If you need a complete bot, spider, or aggregator written in Java, complete with source code and a detailed manual about that source code so that you can customize it to suit your needs, this is a five star book. However, if you are looking for a book about information storage and retrieval and network programming that focuses on the theory of operation of such software with application code written in Java, you will be sorely disappointed.
The author did such a fine job of documenting his work with excellent diagrams, comments, and the book that reads like a user's manual, that I easily took his Web spider code and modified it to perform many additional tasks that his basic package does not do. All of the hooks are available in his code for you to modify it to collect or examine just about any kind of data accessible via the web.

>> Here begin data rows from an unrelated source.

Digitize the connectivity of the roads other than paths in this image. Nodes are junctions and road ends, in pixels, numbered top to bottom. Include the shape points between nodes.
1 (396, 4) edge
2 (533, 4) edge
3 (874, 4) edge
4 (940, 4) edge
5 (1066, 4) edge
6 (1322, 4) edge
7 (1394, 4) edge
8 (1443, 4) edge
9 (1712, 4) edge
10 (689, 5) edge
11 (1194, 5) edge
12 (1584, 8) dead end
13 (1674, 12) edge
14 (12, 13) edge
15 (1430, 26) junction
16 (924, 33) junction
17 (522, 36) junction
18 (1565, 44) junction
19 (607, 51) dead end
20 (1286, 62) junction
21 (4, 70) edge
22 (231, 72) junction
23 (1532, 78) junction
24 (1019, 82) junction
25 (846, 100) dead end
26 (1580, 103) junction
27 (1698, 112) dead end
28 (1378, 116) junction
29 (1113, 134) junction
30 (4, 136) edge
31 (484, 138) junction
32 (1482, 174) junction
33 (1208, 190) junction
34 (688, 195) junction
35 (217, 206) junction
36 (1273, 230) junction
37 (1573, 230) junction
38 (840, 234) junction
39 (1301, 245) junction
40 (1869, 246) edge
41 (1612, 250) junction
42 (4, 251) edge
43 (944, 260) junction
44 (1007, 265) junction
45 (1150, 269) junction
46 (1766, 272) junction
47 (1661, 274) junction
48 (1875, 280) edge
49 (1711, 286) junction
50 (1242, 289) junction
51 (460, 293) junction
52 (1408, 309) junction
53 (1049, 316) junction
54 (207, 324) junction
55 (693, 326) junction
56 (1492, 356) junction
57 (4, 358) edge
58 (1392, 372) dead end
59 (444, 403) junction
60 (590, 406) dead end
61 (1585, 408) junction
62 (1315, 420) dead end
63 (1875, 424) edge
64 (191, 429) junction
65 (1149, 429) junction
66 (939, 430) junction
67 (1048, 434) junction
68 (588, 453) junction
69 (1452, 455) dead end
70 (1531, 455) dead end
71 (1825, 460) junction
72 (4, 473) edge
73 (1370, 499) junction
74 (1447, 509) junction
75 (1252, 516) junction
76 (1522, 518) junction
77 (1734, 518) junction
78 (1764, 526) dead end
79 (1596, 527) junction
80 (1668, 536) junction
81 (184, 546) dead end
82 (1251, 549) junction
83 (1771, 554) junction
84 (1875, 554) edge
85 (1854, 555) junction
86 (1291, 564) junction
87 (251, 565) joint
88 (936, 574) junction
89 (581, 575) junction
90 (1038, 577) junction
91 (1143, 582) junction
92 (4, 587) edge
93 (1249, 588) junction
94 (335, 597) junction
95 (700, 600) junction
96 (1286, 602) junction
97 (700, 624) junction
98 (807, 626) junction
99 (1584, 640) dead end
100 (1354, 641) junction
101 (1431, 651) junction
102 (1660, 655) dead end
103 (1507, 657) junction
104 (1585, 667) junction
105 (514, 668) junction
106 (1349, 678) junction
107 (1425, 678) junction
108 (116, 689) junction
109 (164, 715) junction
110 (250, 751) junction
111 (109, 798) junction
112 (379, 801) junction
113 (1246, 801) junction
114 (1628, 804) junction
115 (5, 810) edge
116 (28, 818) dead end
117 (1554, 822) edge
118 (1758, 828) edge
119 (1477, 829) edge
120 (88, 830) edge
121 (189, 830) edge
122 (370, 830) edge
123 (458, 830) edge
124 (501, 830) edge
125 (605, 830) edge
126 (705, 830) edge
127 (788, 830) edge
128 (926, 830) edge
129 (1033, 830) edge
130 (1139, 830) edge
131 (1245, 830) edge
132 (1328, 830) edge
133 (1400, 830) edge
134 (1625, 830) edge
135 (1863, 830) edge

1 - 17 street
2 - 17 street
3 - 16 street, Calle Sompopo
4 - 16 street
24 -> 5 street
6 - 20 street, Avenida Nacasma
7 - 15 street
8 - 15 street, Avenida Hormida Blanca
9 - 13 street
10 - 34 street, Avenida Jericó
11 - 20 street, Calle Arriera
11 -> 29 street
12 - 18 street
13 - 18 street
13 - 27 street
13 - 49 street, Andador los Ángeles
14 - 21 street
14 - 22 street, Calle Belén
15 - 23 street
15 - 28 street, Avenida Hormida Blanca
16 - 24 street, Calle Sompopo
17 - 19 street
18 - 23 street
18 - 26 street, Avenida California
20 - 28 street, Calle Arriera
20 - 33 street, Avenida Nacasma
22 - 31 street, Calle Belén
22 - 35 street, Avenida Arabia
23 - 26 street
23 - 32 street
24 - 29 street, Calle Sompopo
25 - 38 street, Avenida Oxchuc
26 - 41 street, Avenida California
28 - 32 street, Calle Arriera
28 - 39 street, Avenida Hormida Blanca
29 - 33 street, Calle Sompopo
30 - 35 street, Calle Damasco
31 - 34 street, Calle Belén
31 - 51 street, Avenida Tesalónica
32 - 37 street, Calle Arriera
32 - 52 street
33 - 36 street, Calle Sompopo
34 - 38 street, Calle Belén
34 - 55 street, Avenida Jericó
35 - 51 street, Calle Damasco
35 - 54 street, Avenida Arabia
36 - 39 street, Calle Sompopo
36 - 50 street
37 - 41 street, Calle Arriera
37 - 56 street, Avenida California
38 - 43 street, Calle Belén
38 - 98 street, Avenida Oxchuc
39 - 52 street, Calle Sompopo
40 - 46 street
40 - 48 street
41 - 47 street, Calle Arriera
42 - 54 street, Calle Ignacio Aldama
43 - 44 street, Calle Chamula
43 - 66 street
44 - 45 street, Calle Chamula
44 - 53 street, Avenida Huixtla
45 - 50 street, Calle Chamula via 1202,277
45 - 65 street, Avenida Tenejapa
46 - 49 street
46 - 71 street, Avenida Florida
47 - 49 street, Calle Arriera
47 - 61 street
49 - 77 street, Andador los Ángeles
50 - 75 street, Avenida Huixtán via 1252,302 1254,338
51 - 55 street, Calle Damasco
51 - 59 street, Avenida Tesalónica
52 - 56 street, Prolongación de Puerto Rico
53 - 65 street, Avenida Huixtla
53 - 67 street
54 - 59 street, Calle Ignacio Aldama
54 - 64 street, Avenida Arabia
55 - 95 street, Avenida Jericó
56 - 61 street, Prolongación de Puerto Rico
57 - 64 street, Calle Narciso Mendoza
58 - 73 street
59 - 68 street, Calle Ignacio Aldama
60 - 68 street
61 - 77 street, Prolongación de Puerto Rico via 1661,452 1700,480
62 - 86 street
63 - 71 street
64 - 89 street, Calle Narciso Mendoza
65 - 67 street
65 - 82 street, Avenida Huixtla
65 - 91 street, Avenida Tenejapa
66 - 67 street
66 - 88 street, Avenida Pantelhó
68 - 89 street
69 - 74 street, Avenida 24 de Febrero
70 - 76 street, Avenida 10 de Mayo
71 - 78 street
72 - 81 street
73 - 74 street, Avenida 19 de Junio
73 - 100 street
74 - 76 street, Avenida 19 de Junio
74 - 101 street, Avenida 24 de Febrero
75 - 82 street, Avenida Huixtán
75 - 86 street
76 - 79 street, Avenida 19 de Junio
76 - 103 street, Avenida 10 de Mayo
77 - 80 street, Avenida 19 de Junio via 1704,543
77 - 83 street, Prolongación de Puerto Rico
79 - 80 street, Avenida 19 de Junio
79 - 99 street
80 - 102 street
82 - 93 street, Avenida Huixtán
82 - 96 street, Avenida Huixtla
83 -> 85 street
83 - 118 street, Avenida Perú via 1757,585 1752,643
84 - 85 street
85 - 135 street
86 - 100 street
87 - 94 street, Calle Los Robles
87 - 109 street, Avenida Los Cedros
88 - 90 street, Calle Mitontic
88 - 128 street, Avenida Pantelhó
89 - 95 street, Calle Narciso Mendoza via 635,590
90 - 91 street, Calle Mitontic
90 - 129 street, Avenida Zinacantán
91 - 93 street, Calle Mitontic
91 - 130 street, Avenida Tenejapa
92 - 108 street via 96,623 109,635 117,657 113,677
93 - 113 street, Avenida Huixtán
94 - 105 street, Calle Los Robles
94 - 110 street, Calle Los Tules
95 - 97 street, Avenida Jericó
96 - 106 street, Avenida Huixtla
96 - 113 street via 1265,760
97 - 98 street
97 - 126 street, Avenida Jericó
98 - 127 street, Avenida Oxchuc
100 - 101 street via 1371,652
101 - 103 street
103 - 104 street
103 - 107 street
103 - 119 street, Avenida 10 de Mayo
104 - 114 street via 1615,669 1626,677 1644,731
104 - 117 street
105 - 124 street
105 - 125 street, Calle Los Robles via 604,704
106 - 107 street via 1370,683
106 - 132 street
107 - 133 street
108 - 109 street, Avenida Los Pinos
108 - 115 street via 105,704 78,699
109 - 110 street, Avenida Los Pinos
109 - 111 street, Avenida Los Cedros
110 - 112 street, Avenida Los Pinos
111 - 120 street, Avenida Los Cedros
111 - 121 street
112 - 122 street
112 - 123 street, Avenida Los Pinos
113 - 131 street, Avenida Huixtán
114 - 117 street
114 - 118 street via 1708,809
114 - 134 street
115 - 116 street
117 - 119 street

I highly recommend this book if you are taking an information storage and retrieval class and you would like to read and study something applied on spiders, bots, and aggregators versus the theory you get in most textbooks. Just understand you are getting code plus a user's manual, not a tutorial. You are definitely going to need other resources on Java network programming if you want to study, understand, or modify the included source code. I suggest the latest edition of "Java Network Programming" by Elliotte Rusty Harold for help with the network programming part of bots, spiders, and aggregates. I also suggest you look at "Spidering Hacks", which has many good ideas of features you can add to your web spider.
Create a Object Oriented Bot Package Step by Step
I use this book as a supplement to a class that I teach, as it gives the students the necessary stills to programmatically spider, and generally access, information on the Net.
As some of the other reviewers point out, this book does center around the creation of a "bot package". However, I see this as one of the book's greatest strengths. The author explains step by step how to take basic concepts, continually build upon them, progressing onward to more complex spiders and bots. Specifically:
1. Create an advanced HTTP object that overcomes many of the shortcomings of the one which is built into Java. (namely cookie support, referrer support, HTTP authentication, and more)
2. Add forms/page processing on top of the HTTP object. You are shown step by step how to process the data you collect from step 1.
3. Create a bot that wields the page/form processing created in step 2.
4. Create a spider, that, using steps 1-3, can access pages across an entire site.
5. Expand the spider to support thread pooling and a JDBC database.
Rather than providing a bunch of disjoint code samples, like many books do. The author guides you step by step through the above path, revealing the techniques at every step. For the reader who does not care about the intricate nature of bot programming, sadly, some of my students. You can skip to the API documentation and get right onto creating your own bots. You can also download updated versions of the "bot package" from the author's site. I actually did this before buying the book.
The downsides to the book are the example programs use of GUI's. I would rather every example had been straight console, the GUI only gets in the way, for a book targeting bot programming. Also the author very annoyingly putting an underscore in front of every class-instance variable, which gives some of the code something of a C++ look I suppose.
If you are already programming bots and spiders of your own, I don't think you will get much more from this book than you are likely already doing.
But for someone who wants to get started in this exciting area, there is nothing else like it, and I highly recommend it.